● **EXERCISE REQUIREMENTS**
Return all of the data verbatim, dropping any picture.

-- EXTRACTED INFORMATION follows --

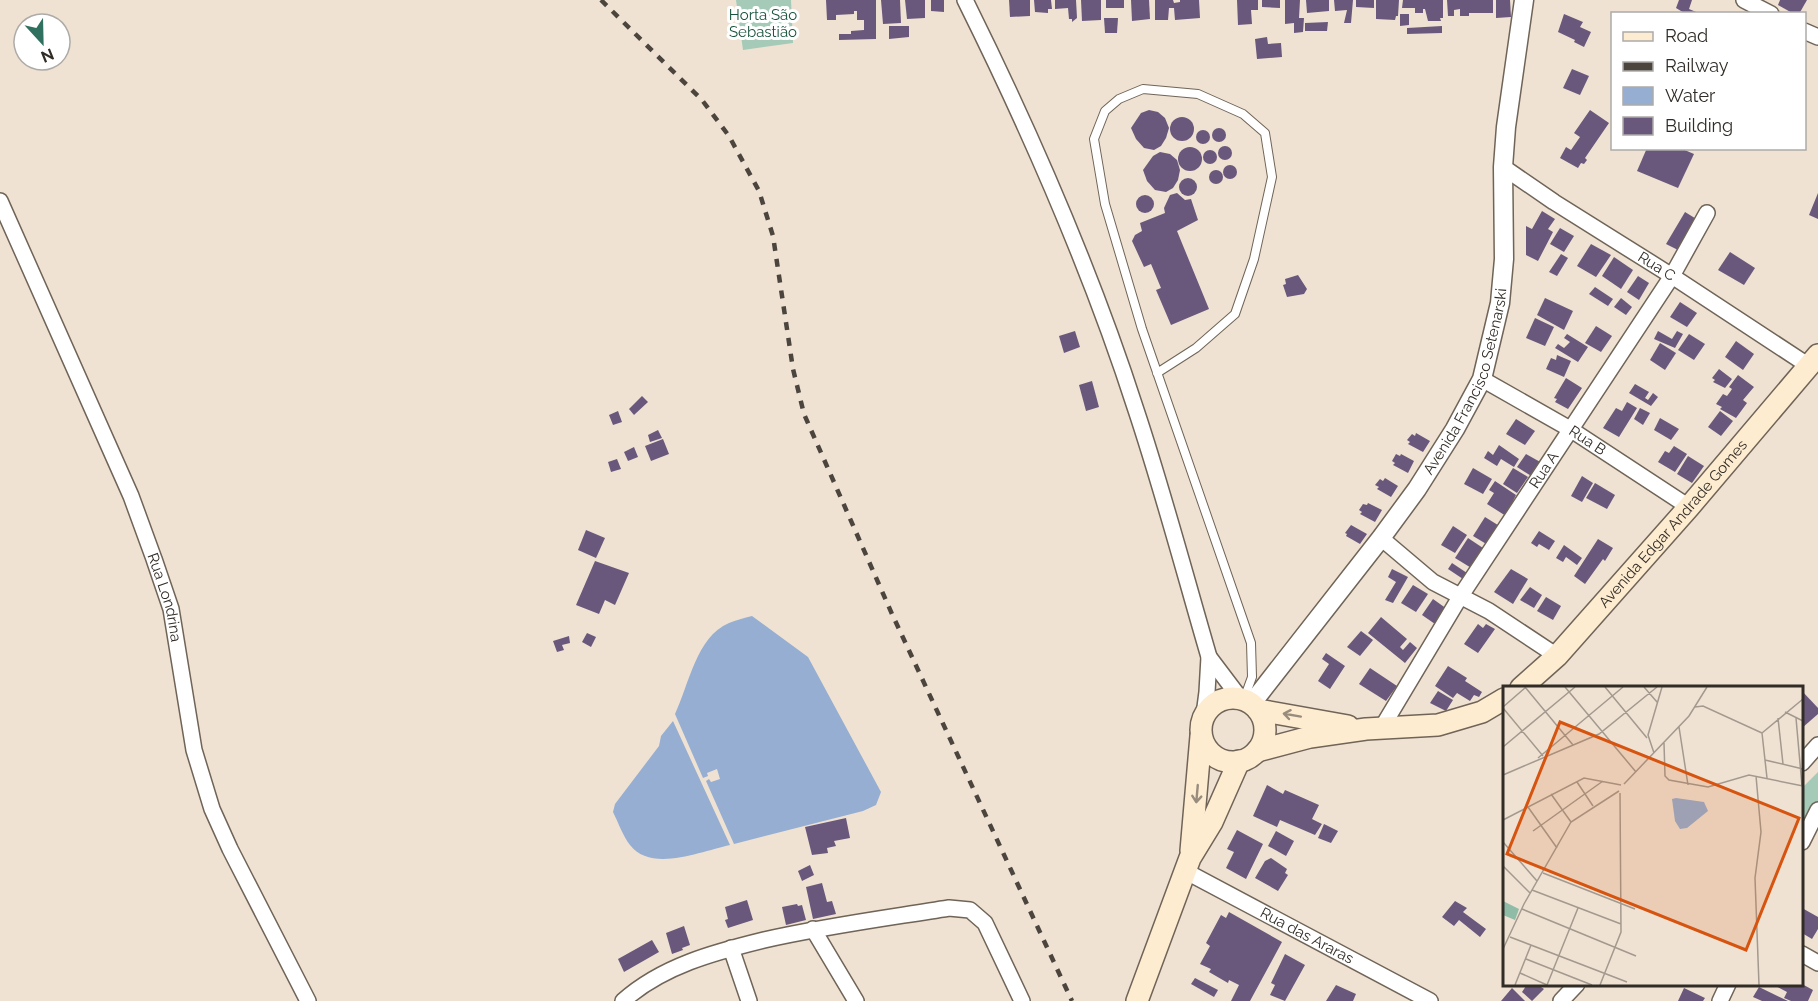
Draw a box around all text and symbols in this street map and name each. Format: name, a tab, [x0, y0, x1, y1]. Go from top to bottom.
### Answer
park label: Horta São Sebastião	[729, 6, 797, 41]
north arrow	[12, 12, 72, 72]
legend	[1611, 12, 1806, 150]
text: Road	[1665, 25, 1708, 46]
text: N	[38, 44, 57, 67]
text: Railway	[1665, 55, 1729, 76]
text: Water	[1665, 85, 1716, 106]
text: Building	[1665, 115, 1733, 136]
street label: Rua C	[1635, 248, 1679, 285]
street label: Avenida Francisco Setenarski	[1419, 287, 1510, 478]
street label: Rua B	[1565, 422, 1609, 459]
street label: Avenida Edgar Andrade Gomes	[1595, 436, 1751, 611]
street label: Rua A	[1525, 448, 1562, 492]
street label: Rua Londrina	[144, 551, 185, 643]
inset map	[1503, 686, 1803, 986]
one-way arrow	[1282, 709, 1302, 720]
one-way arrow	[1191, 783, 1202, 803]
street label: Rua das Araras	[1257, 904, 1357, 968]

-- EXTRACTED INFORMATION concluded --

● **THE ANSWER**
Draw a box around all text and symbols in this street map and name each. Format: name, a tab, [x0, y0, x1, y1]. Go from top to bottom.
### Answer
park label: Horta São Sebastião	[729, 6, 797, 41]
north arrow	[12, 12, 72, 72]
legend	[1611, 12, 1806, 150]
text: Road	[1665, 25, 1708, 46]
text: N	[38, 44, 57, 67]
text: Railway	[1665, 55, 1729, 76]
text: Water	[1665, 85, 1716, 106]
text: Building	[1665, 115, 1733, 136]
street label: Rua C	[1635, 248, 1679, 285]
street label: Avenida Francisco Setenarski	[1419, 287, 1510, 478]
street label: Rua B	[1565, 422, 1609, 459]
street label: Avenida Edgar Andrade Gomes	[1595, 436, 1751, 611]
street label: Rua A	[1525, 448, 1562, 492]
street label: Rua Londrina	[144, 551, 185, 643]
inset map	[1503, 686, 1803, 986]
one-way arrow	[1282, 709, 1302, 720]
one-way arrow	[1191, 783, 1202, 803]
street label: Rua das Araras	[1257, 904, 1357, 968]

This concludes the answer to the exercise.